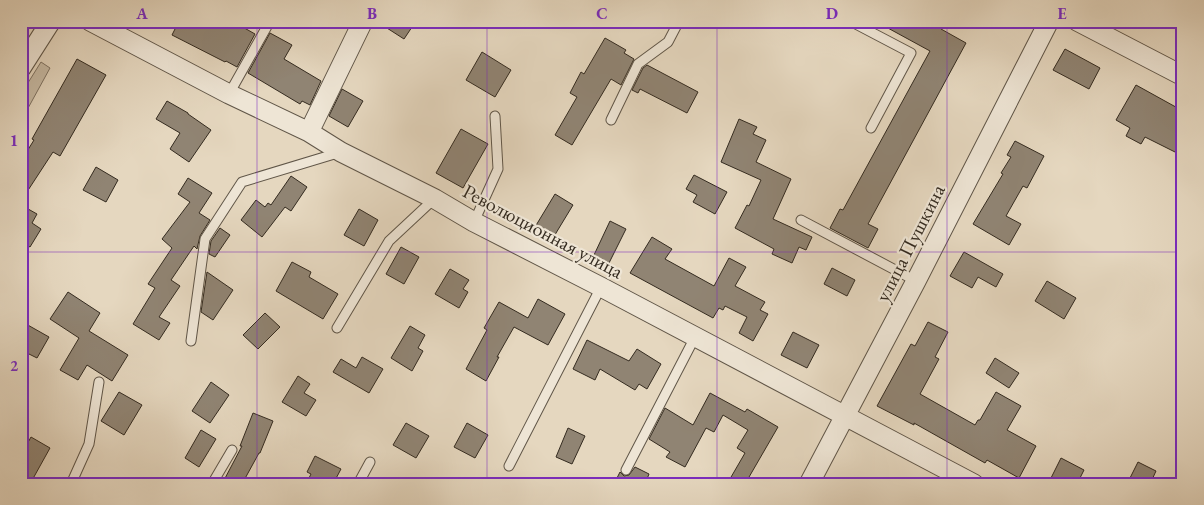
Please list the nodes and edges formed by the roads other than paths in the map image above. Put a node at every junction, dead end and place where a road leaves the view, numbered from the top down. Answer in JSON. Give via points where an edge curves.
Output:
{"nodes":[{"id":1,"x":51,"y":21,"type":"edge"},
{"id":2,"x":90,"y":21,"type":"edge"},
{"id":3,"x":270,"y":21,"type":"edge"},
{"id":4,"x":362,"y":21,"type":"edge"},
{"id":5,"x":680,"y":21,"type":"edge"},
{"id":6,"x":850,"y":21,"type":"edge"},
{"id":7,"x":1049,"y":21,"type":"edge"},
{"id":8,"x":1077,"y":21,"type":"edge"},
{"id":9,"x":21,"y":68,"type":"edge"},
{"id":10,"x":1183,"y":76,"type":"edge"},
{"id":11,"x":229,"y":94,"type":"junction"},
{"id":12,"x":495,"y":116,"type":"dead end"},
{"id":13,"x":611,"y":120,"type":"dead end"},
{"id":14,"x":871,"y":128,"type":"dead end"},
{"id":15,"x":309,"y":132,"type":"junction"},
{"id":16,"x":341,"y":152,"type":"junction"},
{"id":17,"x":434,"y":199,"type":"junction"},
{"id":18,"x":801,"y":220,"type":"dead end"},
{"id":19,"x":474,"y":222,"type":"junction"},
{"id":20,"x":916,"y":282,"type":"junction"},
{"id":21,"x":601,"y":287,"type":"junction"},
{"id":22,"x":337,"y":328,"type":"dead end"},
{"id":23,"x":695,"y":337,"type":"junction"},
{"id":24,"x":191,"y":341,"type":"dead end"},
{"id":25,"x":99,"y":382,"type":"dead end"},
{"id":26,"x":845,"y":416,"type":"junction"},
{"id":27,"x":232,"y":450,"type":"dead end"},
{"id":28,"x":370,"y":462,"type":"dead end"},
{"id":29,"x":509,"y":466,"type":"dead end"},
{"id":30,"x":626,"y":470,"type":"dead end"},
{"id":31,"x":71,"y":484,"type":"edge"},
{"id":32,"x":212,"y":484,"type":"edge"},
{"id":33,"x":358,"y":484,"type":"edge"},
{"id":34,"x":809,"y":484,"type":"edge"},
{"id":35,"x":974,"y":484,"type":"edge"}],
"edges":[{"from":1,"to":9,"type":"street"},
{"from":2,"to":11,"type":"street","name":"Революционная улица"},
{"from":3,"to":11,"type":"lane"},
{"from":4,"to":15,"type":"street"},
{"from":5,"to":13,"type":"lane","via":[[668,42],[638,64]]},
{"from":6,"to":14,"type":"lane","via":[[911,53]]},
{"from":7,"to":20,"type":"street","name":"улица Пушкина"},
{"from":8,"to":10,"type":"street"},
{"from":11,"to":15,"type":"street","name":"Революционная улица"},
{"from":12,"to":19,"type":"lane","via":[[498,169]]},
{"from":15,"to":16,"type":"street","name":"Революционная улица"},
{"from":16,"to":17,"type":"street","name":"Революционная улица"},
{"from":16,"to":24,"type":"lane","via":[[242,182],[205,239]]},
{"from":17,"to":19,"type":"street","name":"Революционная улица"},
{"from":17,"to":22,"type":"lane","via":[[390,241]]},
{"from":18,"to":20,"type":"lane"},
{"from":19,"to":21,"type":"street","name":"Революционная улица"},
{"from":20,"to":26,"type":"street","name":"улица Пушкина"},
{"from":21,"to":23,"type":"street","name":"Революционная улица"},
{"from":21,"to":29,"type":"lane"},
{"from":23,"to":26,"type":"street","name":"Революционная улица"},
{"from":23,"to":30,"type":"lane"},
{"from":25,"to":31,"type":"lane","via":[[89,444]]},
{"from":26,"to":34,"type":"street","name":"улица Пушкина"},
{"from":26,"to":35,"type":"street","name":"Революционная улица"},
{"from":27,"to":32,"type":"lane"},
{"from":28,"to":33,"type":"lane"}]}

--- --- ---

Problem to work on:
A single number is the answer: how many lines in the records above contain the word "улица".

Solution for this problem:
12